Häufig gehen die Schmerzen von der Halswirbelsäule aus, verursacht durch Nerveneinklemmungen bei einer Wirbelkanalverengung oder einem Bandscheibenvorfall. Dabei können die Wirbelgelenke mit ihren Kapseln und Bändern sowie die zahlreichen Muskeln asymmetrisch belastet sein, auf der einen Seite maximal gedehnt und auf der anderen Seite gestaucht. Es entwickelt sich eine andauernde Schmerzsymptomatik.

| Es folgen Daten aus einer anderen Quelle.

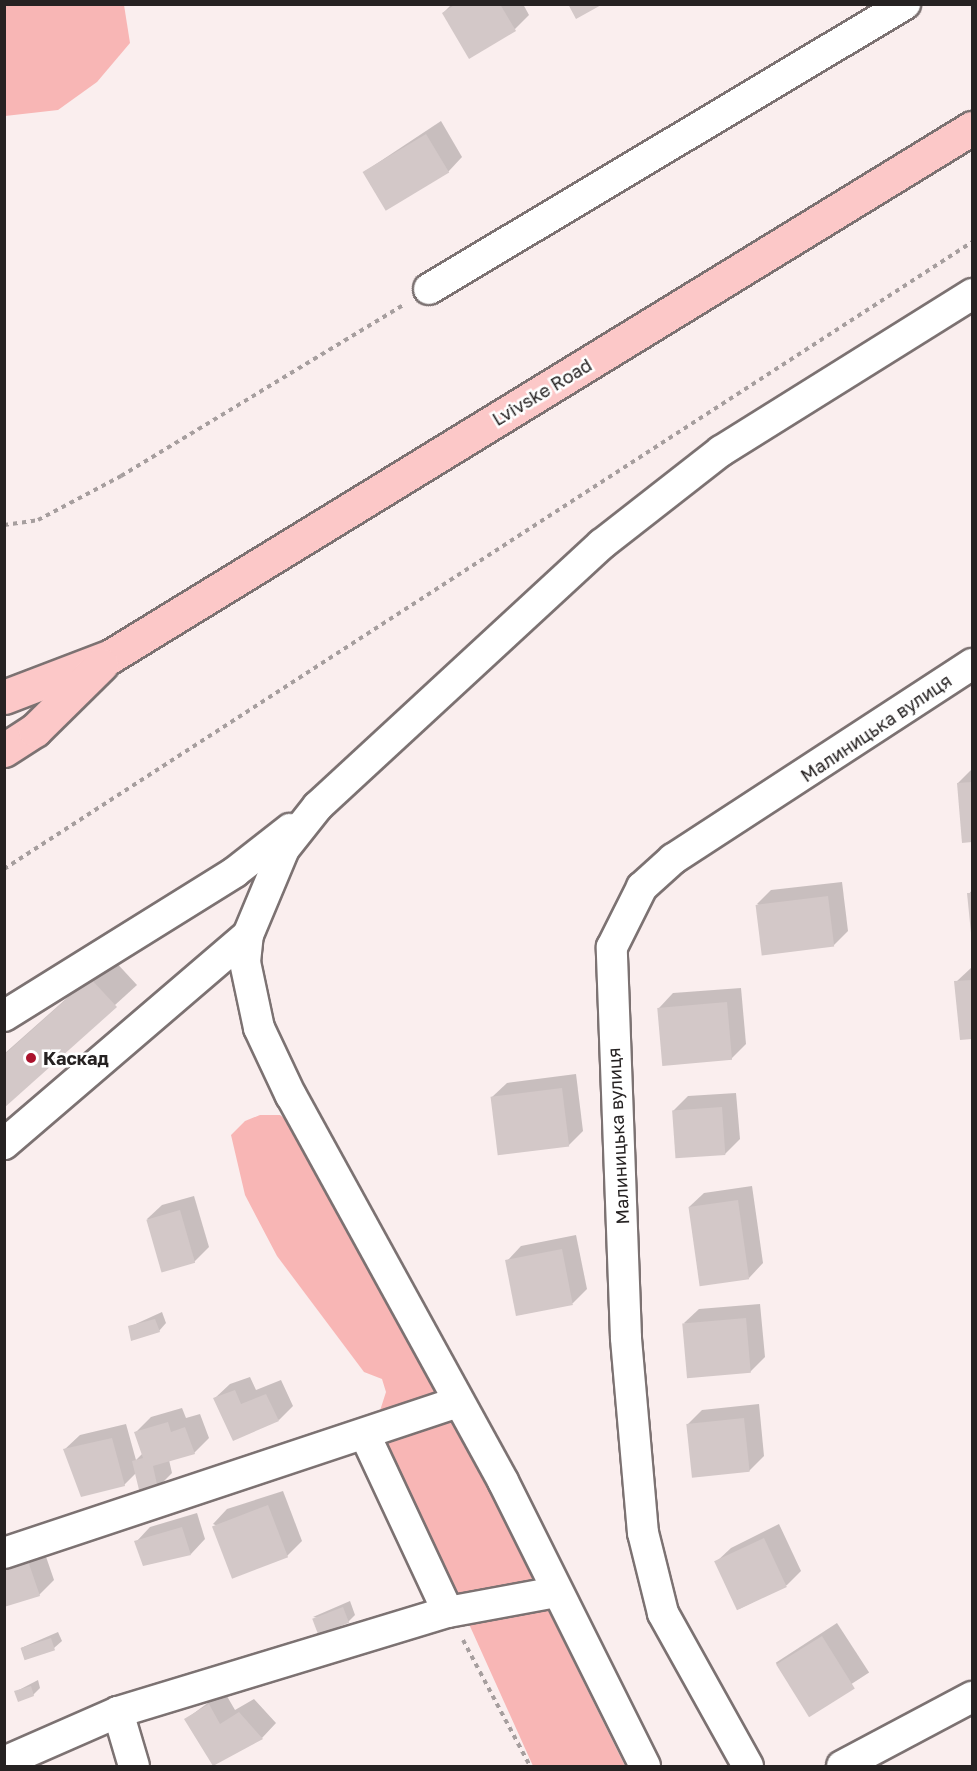 <!DOCTYPE html>
<meta charset="utf-8">
<style>
body{margin:0}
#map{position:relative;width:977px;height:1771px;overflow:hidden;background:#faeeee;font-family:"Golos Text",sans-serif}
div>[style]{position:absolute}
.green>*{inset:0;background:#f8b6b5}
.shadow>*{inset:0;background:#0003;transform-origin:0 0}
.building>*{inset:0;background:#d3c8c8;transform-origin:0 0}
.path>*{height:4px;margin-top:-2px;transform-origin:0;background:repeating-linear-gradient(90deg,#a69e9e 0 4.5px,transparent 0 9px)}
.roads{filter:drop-shadow(2px 0 #7c7272) drop-shadow(-2px 0 #7c7272) drop-shadow(0 2px #7c7272) drop-shadow(0 -2px #7c7272)}
.minor>*{height:30px;margin:-15px;padding:0 15px;transform-origin:15px;border-radius:15px;background:#fff}
.major>*{height:33px;margin:-16.5px;padding:0 16.5px;transform-origin:16.5px;border-radius:16.5px;background:#fcc8c8}
.dots>*{width:16px;height:16px;translate:-50% -50%;box-sizing:border-box;border:3px solid #fff;border-radius:50%}
span{translate:-50% -50%;white-space:nowrap;text-align:center;line-height:1.15;-webkit-text-stroke:5px #fff;paint-order:stroke}
.street-label{font-size:18px;color:#262222}
.poi-label{font-size:18px;color:#262222;font-weight:700}
.left{translate:0 -50%;text-align:left}
.frame{position:absolute;inset:0;border:6px solid #262222;pointer-events:none}
</style>
<div id="map">
<div class="green">
<i style="clip-path:polygon(4px 5px,124px 5px,130px 43px,97px 82px,58px 110px,5px 116px)"></i>
<i style="clip-path:polygon(260px 1115px,280px 1115px,291px 1123px,456px 1424px,625px 1766px,533px 1766px,377px 1420px,386px 1392px,382px 1379px,364px 1372px,277px 1256px,245px 1195px,231px 1135px,245px 1121px)"></i>
</div>
<div class="shadow">
<i style="clip-path:polygon(452px 4px,523px 4px,529px 15px,515px 29px,443px 13px)"></i>
<i style="clip-path:polygon(441px 121px,462px 157px,448px 172px,364px 172px)"></i>
<i style="clip-path:polygon(972px 769px,972px 841px,963px 842px,958px 783px)"></i>
<i style="clip-path:polygon(842px 882px,848px 931px,833px 946px,757px 904px,771px 890px)"></i>
<i style="clip-path:polygon(972px 890px,972px 934px,969px 894px)"></i>
<i style="clip-path:polygon(112px 958px,137px 985px,4px 1106px,4px 1054px)"></i>
<i style="clip-path:polygon(972px 967px,972px 1038px,961px 1039px,956px 982px)"></i>
<i style="clip-path:polygon(741px 988px,746px 1044px,731px 1059px,659px 1008px,673px 993px)"></i>
<i style="clip-path:polygon(576px 1074px,583px 1131px,568px 1146px,492px 1097px,507px 1083px)"></i>
<i style="clip-path:polygon(736px 1093px,740px 1139px,725px 1154px,673px 1111px,688px 1096px)"></i>
<i style="clip-path:polygon(752px 1186px,763px 1263px,749px 1278px,689px 1207px,704px 1193px)"></i>
<i style="clip-path:polygon(194px 1196px,209px 1247px,194px 1262px,147px 1219px,162px 1205px)"></i>
<i style="clip-path:polygon(576px 1235px,587px 1289px,573px 1303px,518px 1315px,507px 1261px,521px 1246px)"></i>
<i style="clip-path:polygon(760px 1304px,765px 1357px,750px 1372px,684px 1323px,699px 1309px)"></i>
<i style="clip-path:polygon(162px 1312px,166px 1323px,159px 1331px,129px 1327px)"></i>
<i style="clip-path:polygon(250px 1377px,256px 1390px,281px 1380px,293px 1406px,279px 1420px,215px 1398px,230px 1384px)"></i>
<i style="clip-path:polygon(759px 1404px,764px 1456px,749px 1471px,687px 1425px,702px 1410px)"></i>
<i style="clip-path:polygon(182px 1408px,186px 1418px,200px 1414px,209px 1438px,194px 1453px,169px 1460px,172px 1473px,158px 1487px,136px 1473px,124px 1485px,65px 1449px,80px 1435px,126px 1424px,136px 1460px,143px 1453px,136px 1432px,151px 1417px)"></i>
<i style="clip-path:polygon(283px 1491px,302px 1541px,287px 1556px,213px 1524px,227px 1509px)"></i>
<i style="clip-path:polygon(197px 1513px,205px 1539px,191px 1554px,136px 1542px,150px 1527px)"></i>
<i style="clip-path:polygon(779px 1524px,801px 1571px,787px 1585px,739px 1609px,716px 1562px,731px 1548px)"></i>
<i style="clip-path:polygon(43px 1548px,54px 1580px,39px 1595px,4px 1605px,4px 1559px)"></i>
<i style="clip-path:polygon(350px 1601px,355px 1615px,348px 1622px,313px 1617px)"></i>
<i style="left:837px;top:1623px;width:59px;height:73px;rotate:57deg"></i>
<i style="clip-path:polygon(58px 1632px,62px 1641px,54px 1648px,21px 1648px)"></i>
<i style="clip-path:polygon(38px 1680px,40px 1688px,33px 1695px,15px 1692px)"></i>
<i style="clip-path:polygon(224px 1691px,235px 1710px,254px 1699px,276px 1723px,262px 1738px,186px 1719px)"></i>
</div>
<div class="building">
<i style="clip-path:polygon(456px 4px,500px 4px,516px 31px,469px 59px,442px 13px)"></i>
<i style="clip-path:polygon(568px 4px,603px 4px,576px 19px)"></i>
<i style="left:426px;top:134px;width:45px;height:74px;rotate:59deg"></i>
<i style="clip-path:polygon(972px 782px,972px 842px,962px 843px,957px 783px)"></i>
<i style="clip-path:polygon(967px 893px,972px 893px,972px 933px,971px 933px)"></i>
<i style="left:828px;top:896px;width:51px;height:73px;rotate:83deg"></i>
<i style="clip-path:polygon(90px 978px,117px 1007px,4px 1108px,4px 1055px)"></i>
<i style="clip-path:polygon(972px 980px,972px 1039px,960px 1040px,954px 981px)"></i>
<i style="left:727px;top:1002px;width:58px;height:70px;rotate:85deg"></i>
<i style="left:562px;top:1088px;width:59px;height:72px;rotate:83deg"></i>
<i style="left:722px;top:1107px;width:48px;height:50px;rotate:86deg"></i>
<i style="left:738px;top:1200px;width:80px;height:50px;rotate:82deg"></i>
<i style="left:180px;top:1210px;width:55px;height:35px;rotate:74deg"></i>
<i style="left:562px;top:1249px;width:57px;height:58px;rotate:79deg"></i>
<i style="left:746px;top:1318px;width:55px;height:64px;rotate:85deg"></i>
<i style="clip-path:polygon(155px 1319px,160px 1332px,131px 1341px,128px 1326px)"></i>
<i style="clip-path:polygon(235px 1390px,241px 1404px,266px 1394px,279px 1421px,233px 1441px,213px 1398px)"></i>
<i style="left:744px;top:1418px;width:54px;height:58px;rotate:84deg"></i>
<i style="clip-path:polygon(168px 1422px,171px 1432px,185px 1427px,195px 1454px,153px 1466px,158px 1489px,140px 1494px,132px 1461px,143px 1458px,134px 1432px)"></i>
<i style="clip-path:polygon(112px 1438px,125px 1486px,81px 1497px,63px 1449px)"></i>
<i style="left:268px;top:1505px;width:56px;height:60px;rotate:69deg"></i>
<i style="clip-path:polygon(182px 1527px,191px 1555px,143px 1566px,134px 1541px)"></i>
<i style="left:764px;top:1538px;width:54px;height:55px;rotate:65deg"></i>
<i style="clip-path:polygon(28px 1561px,40px 1596px,4px 1607px,4px 1568px)"></i>
<i style="left:343px;top:1607px;width:17px;height:33px;rotate:69deg"></i>
<i style="left:822px;top:1636px;width:62px;height:54px;rotate:58deg"></i>
<i style="left:51px;top:1638px;width:13px;height:32px;rotate:72deg"></i>
<i style="clip-path:polygon(31px 1686px,34px 1696px,18px 1702px,14px 1691px)"></i>
<i style="clip-path:polygon(209px 1704px,220px 1724px,239px 1712px,263px 1739px,213px 1766px,184px 1719px)"></i>
</div>
<div class="path">
<i style="left:4px;top:525px;width:34px;rotate:-8deg"></i>
<i style="left:38px;top:520px;width:94px;rotate:-27.9deg"></i>
<i style="left:121px;top:476px;width:330px;rotate:-31.2deg"></i>
<i style="left:4px;top:869px;width:1153px;rotate:-32.93deg"></i>
<i style="left:463px;top:1640px;width:143px;rotate:62deg"></i>
</div>
<div class="roads">
<div class="minor">
<i style="left:429px;top:289px;width:555px;rotate:-30.91deg"></i>
<i style="left:4px;top:1016px;width:272px;rotate:-31.9deg"></i>
<i style="left:235px;top:872px;width:70px;rotate:-38deg"></i>
<i style="left:4px;top:1144px;width:321px;rotate:-40.6deg"></i>
<i style="left:366px;top:1437px;width:193px;rotate:64.9deg"></i>
<i style="left:4px;top:1553px;width:476px;rotate:-18.4deg"></i>
<i style="left:118px;top:1712px;width:56px;rotate:73.5deg"></i>
<i style="left:4px;top:1762px;width:124px;rotate:-23.7deg"></i>
<i style="left:118px;top:1712px;width:345px;rotate:-16.9deg"></i>
<i style="left:448px;top:1612px;width:110px;rotate:-10.5deg"></i>
<i style="left:645px;top:1766px;width:318px;rotate:-116.5deg"></i>
<i style="left:503px;top:1481px;width:440px;rotate:-118.8deg"></i>
<i style="left:291px;top:1096px;width:75px;rotate:-115.2deg"></i>
<i style="left:259px;top:1028px;width:67px;rotate:-102deg"></i>
<i style="left:245px;top:962px;width:27px;rotate:-84deg"></i>
<i style="left:248px;top:935px;width:93px;rotate:-67.3deg"></i>
<i style="left:284px;top:849px;width:55px;rotate:-51.7deg"></i>
<i style="left:318px;top:806px;width:386px;rotate:-42.7deg"></i>
<i style="left:602px;top:544px;width:151px;rotate:-38deg"></i>
<i style="left:721px;top:451px;width:296px;rotate:-32deg"></i>
<i style="left:748px;top:1766px;width:175px;rotate:-119.1deg"></i>
<i style="left:663px;top:1613px;width:82px;rotate:-104deg"></i>
<i style="left:643px;top:1533px;width:196px;rotate:-95deg"></i>
<i style="left:626px;top:1338px;width:391px;rotate:-92.1deg"></i>
<i style="left:612px;top:947px;width:67px;rotate:-63.4deg"></i>
<i style="left:642px;top:887px;width:42px;rotate:-42.1deg"></i>
<i style="left:673px;top:859px;width:357px;rotate:-33.1deg"></i>
<i style="left:842px;top:1766px;width:147px;rotate:-28deg"></i>
</div>
<div class="major">
<i style="left:4px;top:697px;width:115px;rotate:-21deg"></i>
<i style="left:111px;top:656px;width:1010px;rotate:-31.52deg"></i>
<i style="left:4px;top:750px;width:37px;rotate:-33deg"></i>
<i style="left:35px;top:730px;width:93px;rotate:-44.6deg"></i>
</div>
</div>
<div class="dots">
<i style="left:31px;top:1058px;background:#aa132d"></i>
</div>
<div class="street-label">
<span style="left:542px;top:392px;rotate:-31deg">Lvivske Road</span>
<span style="left:876px;top:728px;rotate:-34deg">Малиницька вулиця</span>
<span style="left:618px;top:1136px;rotate:-93deg">Малиницька вулиця</span>
</div>
<div class="poi-label">
<span class="left" style="left:43px;top:1058px">Каскад</span>
</div>
<div class="frame"></div>
</div>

Deshalb entstehen Überlastungsschäden und Erkrankungen
Die komplizierte Mechanik des Schultergelenks liefert eine Erklärung für die Entstehung vieler Überlastungsschäden und Erkrankungen der Schulter. Die Abspreizbewegung des Armes in der Schulter wird im Wesentlichen durch den Deltamuskel (1) und den über dem Oberkopf liegenden Supraspinatusmuskel (2) ausgeführt. Während der Deltamuskel seitlich am Oberarm ansetzt und den Arm kraftvoll nach oben zieht, dreht der Supraspinatumuskel den Oberarmkopf einwärts und verhindert, dass dieser nach oben unter das Schulterdach gepresst wird. Das reibungsfreie Gleiten des Oberarmkopfes unter dem Schulterdach wird durch den zwischengelagerten Schleimbeutel gewährleistet.